I’ve been living with songs from Bon Iver’s SABLE, fABLE since last October and have already gone on record naming it as my favorite album of 2025 (so far). My deeper reflections on the project began back in August during the chordinnation’s virtual album club. But last night, I got to discuss the album with neighbors right in my city of Columbus, Ohio.
The Album Club began as a curiosity. What would it look like to bring people together like you would a book club and, instead of studying a novel, discuss one album in its entirety?
There’s a Ross Gay quote I love that I can’t stop thinking about where he says, “Noticing what we love in common, and studying that, might help us survive.”
Much of my creative work, especially over the past few years, has been rooted in this idea that writing about my beloveds might invite you to consider yours. It might inspire you to look beyond yourself and recognize how your life is attached to someone else’s.
I’ve returned to music in many of my essays as a vehicle for helping me find language to explore my own emotions but also as a tool to consider the commonalities between us. There’s a hope in the formation of these bonds that maybe we can deepen our capacity for care. Maybe we can forego the harmful individualism that we’re so often pushed toward and instead draw closer to each other.

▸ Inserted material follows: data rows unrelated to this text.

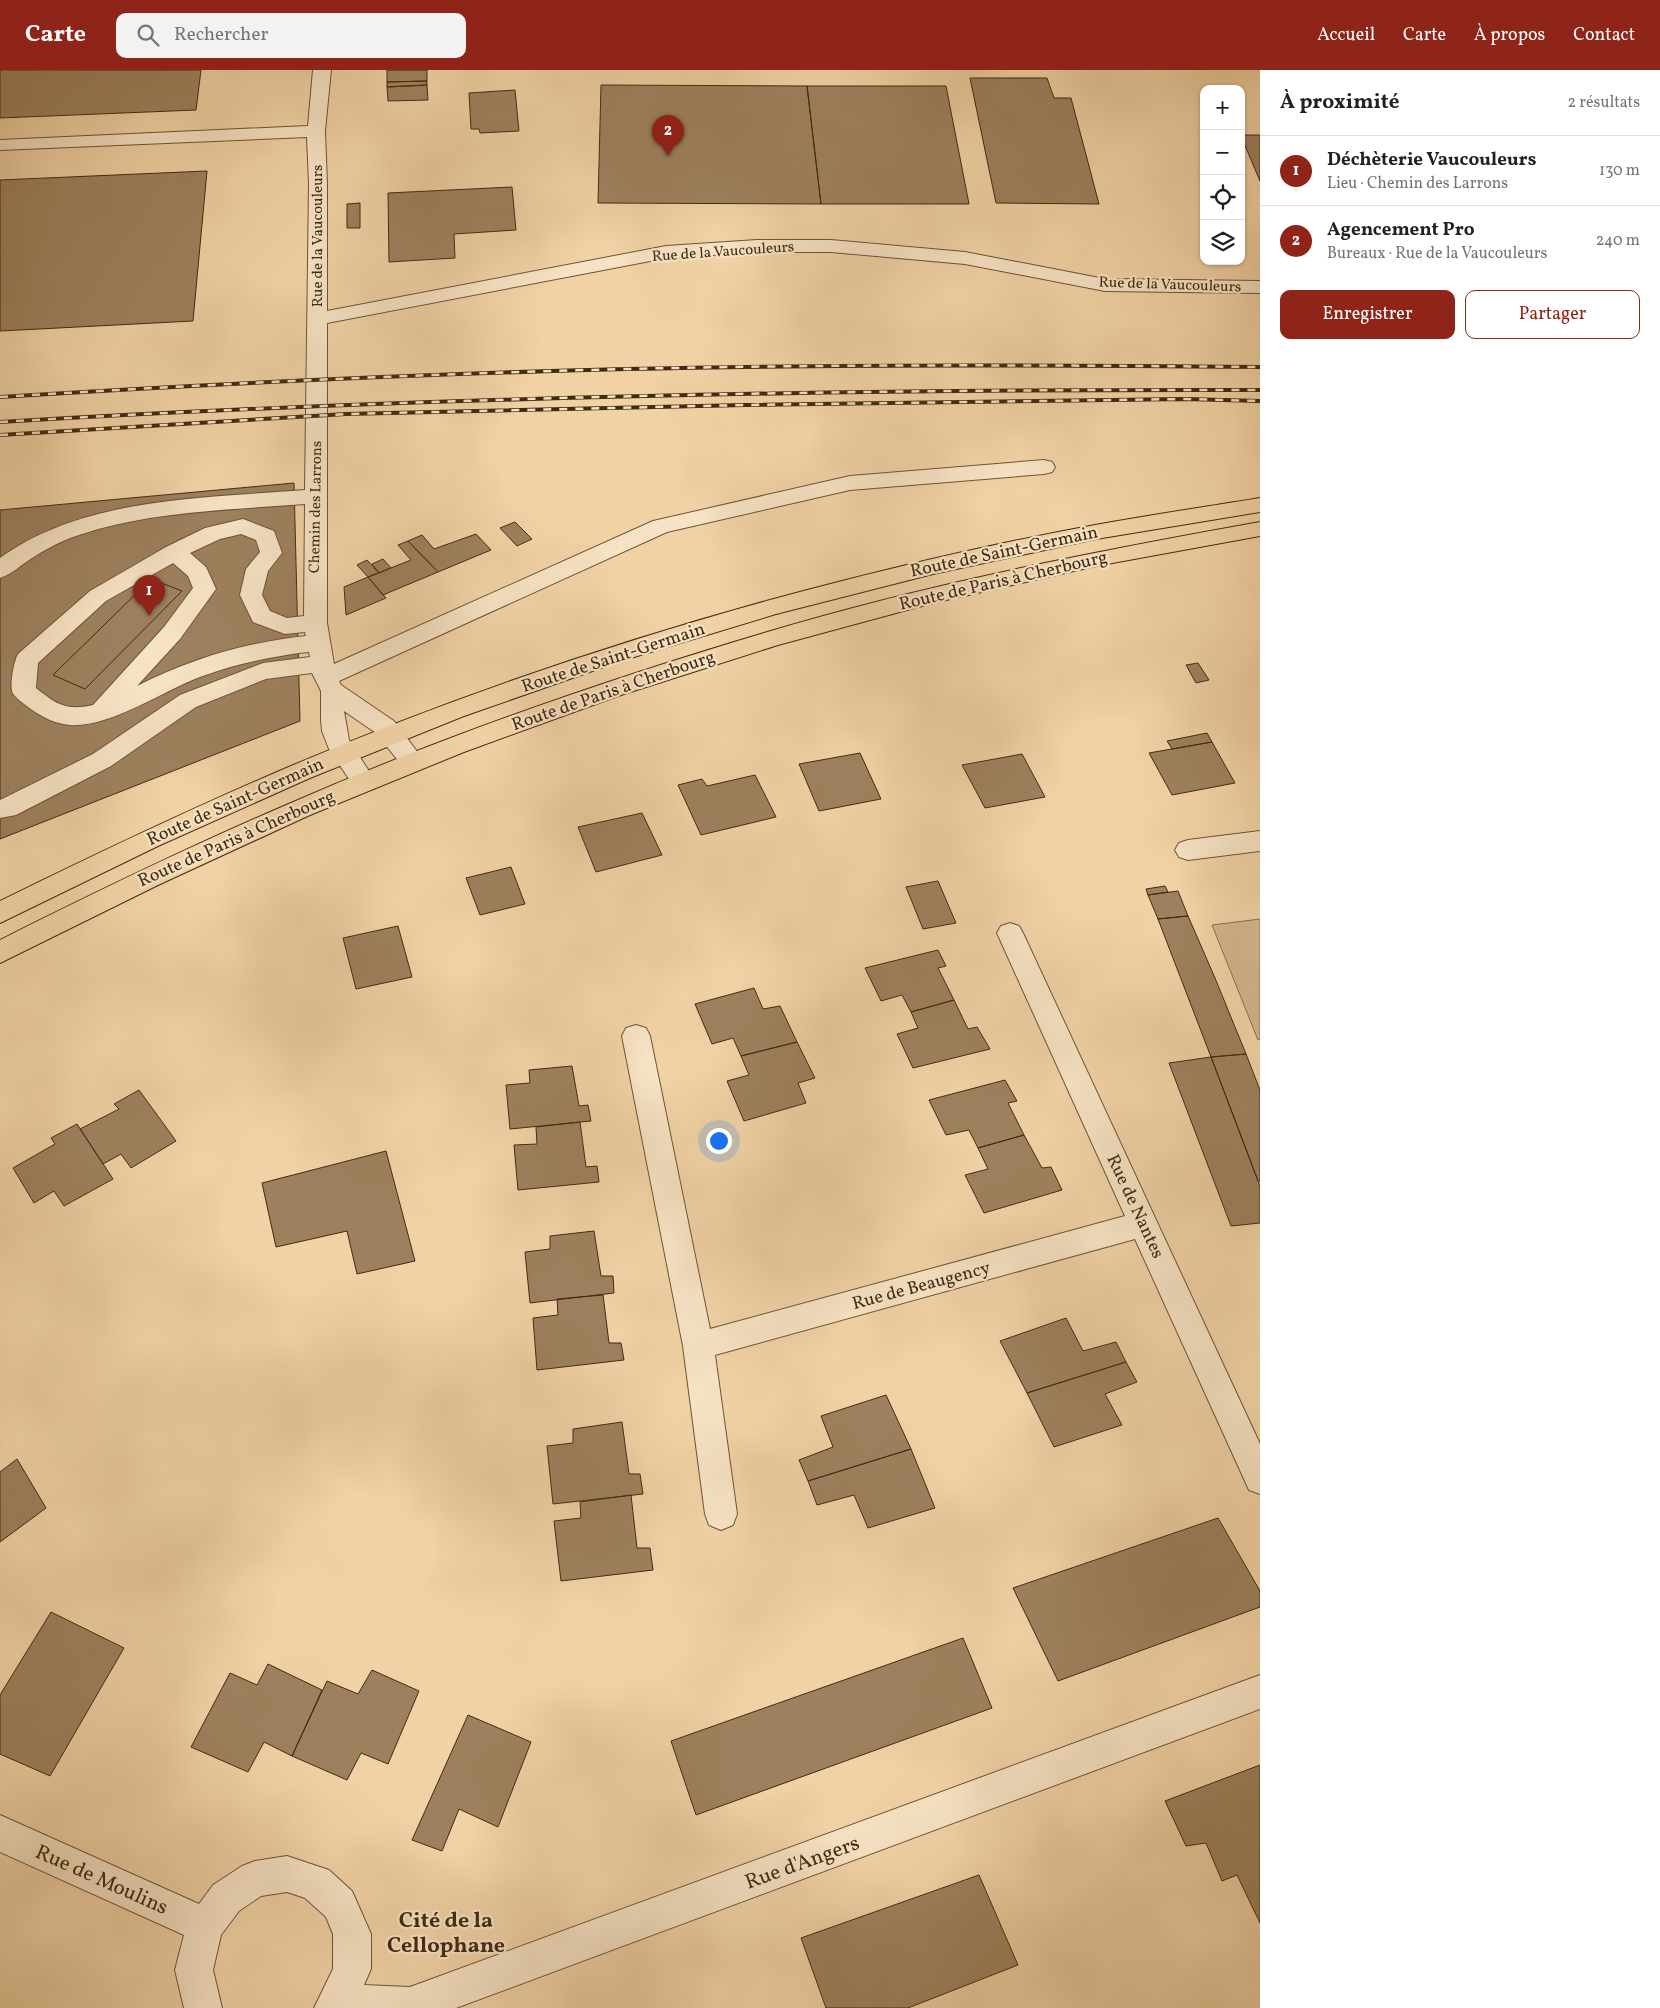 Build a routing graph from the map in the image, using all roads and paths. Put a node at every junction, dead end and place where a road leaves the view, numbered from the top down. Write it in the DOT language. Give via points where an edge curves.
graph roads {
  1 [pos="322,70"];
  2 [pos="316,131"];
  3 [pos="0,145"];
  4 [pos="1260,287"];
  5 [pos="318,319"];
  6 [pos="1044,467"];
  7 [pos="315,496"];
  8 [pos="1260,505"];
  9 [pos="1260,529"];
  10 [pos="174,552"];
  11 [pos="0,570"];
  12 [pos="323,660"];
  13 [pos="101,710"];
  14 [pos="393,735"];
  15 [pos="344,754"];
  16 [pos="414,762"];
  17 [pos="364,782"];
  18 [pos="0,809"];
  19 [pos="1260,841"];
  20 [pos="1188,850"];
  21 [pos="0,913"];
  22 [pos="1010,932"];
  23 [pos="0,952"];
  24 [pos="636,1036"];
  25 [pos="1144,1224"];
  26 [pos="698,1346"];
  27 [pos="1259,1477"];
  28 [pos="721,1514"];
  29 [pos="1260,1692"];
  30 [pos="0,1833"];
  31 [pos="205,1926"];
  32 [pos="336,2006"];
  33 [pos="203,2008"];
  1 -- 2 [label="street, Rue de la Vaucouleurs"];
  2 -- 3 [label="street"];
  2 -- 5 [label="street, Rue de la Vaucouleurs"];
  4 -- 5 [label="street, Rue de la Vaucouleurs" via="1105,284 956,257 831,246 756,246 666,252"];
  5 -- 7 [label="street, Chemin des Larrons"];
  6 -- 12 [label="street" via="850,483 661,526"];
  7 -- 11 [label="street" via="149,511 75,528 22,553"];
  7 -- 12 [label="street, Chemin des Larrons"];
  8 -- 14 [label="main road, Route de Saint-Germain" via="1101,530 820,593 566,672"];
  9 -- 16 [label="main road, Route de Paris à Cherbourg" via="1112,555 844,618 739,647 485,734"];
  10 -- 12 [label="street" via="213,533 243,526 266,536 271,553 256,569 250,595 261,616 285,626"];
  10 -- 13 [label="street" via="198,572 205,590 172,633"];
  10 -- 13 [label="street" via="98,596 26,660 24,691 48,711 77,716"];
  12 -- 13 [label="street" via="284,645 244,653 174,678 122,705"];
  12 -- 14 [label="street"];
  12 -- 15 [label="street, Chemin des Larrons" via="333,730"];
  12 -- 18 [label="street" via="262,671 188,701 102,760"];
  14 -- 15 [label="main road, Route de Saint-Germain"];
  14 -- 16 [label="street"];
  15 -- 17 [label="street, Chemin des Larrons"];
  15 -- 21 [label="main road, Route de Saint-Germain" via="207,812"];
  16 -- 17 [label="main road, Route de Paris à Cherbourg"];
  17 -- 23 [label="main road, Route de Paris à Cherbourg" via="99,901"];
  19 -- 20 [label="street"];
  22 -- 25 [label="street, Rue de Nantes"];
  24 -- 26 [label="street"];
  25 -- 26 [label="street, Rue de Beaugency"];
  25 -- 27 [label="street, Rue de Nantes"];
  26 -- 28 [label="street"];
  29 -- 32 [label="street, Rue d'Angers" via="410,2006"];
  30 -- 31 [label="street, Rue de Moulins"];
  31 -- 32 [label="street" via="226,1898 255,1879 287,1874 316,1883 339,1904 352,1934 352,1970"];
  31 -- 33 [label="street" via="194,1970"];
}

I witnessed that hope come to fruition as familiar faces and new friends gathered at The Scatter Joy Project’s brick-and-mortar shop on North High Street to discuss SABLE, fABLE — and more importantly, to be together.


As noted by one of our attendees, Thomas Costello, who also happens to be an incredible writer (and wrote about The Album Club ahead of our first meeting), “The album talk itself fosters conversation and relationship but the non-album talk was equally valuable, maybe more.”

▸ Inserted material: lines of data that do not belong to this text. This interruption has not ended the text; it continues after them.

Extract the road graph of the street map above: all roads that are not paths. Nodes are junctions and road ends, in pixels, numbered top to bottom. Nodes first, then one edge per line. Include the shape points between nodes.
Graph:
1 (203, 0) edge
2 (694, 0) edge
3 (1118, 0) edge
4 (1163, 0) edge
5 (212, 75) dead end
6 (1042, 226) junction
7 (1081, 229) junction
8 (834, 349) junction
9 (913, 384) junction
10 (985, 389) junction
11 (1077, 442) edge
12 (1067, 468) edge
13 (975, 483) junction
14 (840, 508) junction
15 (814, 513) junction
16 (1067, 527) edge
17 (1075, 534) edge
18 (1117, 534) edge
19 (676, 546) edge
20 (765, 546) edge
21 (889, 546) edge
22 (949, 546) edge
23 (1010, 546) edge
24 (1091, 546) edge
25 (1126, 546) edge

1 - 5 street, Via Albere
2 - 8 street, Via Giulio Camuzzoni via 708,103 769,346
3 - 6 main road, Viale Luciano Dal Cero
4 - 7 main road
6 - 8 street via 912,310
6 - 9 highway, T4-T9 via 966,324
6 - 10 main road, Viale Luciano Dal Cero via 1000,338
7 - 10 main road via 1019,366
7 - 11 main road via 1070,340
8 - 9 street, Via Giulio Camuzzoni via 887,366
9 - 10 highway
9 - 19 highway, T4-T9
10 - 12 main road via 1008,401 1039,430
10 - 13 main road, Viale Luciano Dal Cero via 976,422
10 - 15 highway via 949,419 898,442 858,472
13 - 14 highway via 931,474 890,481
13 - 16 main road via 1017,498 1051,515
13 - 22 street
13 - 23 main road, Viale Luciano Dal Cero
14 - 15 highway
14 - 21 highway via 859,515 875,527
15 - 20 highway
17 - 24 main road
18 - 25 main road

But not dismissing the album talk, I loved the discussions throughout the meeting and gained some new perspectives on a project I’ve already gathered so much about. Split up into smaller groups, people shared their feelings on a range of topics, including the music itself, the cover art, and the musical and emotional trajectories of Bon Iver frontman Justin Vernon.
One of the takeaways I loved was when Matthew shared how the album art reminded them of a window. They noted how Vernon started writing songs for SABLE, fABLE during the COVID-19 lockdown in 2020. The artwork is, in some ways, reminiscent of the opening Vernon might have looked out of while writing alone from his cabin in Eau Claire, Wisconsin, which resembles how he made Bon Iver’s debut album over 18 years ago.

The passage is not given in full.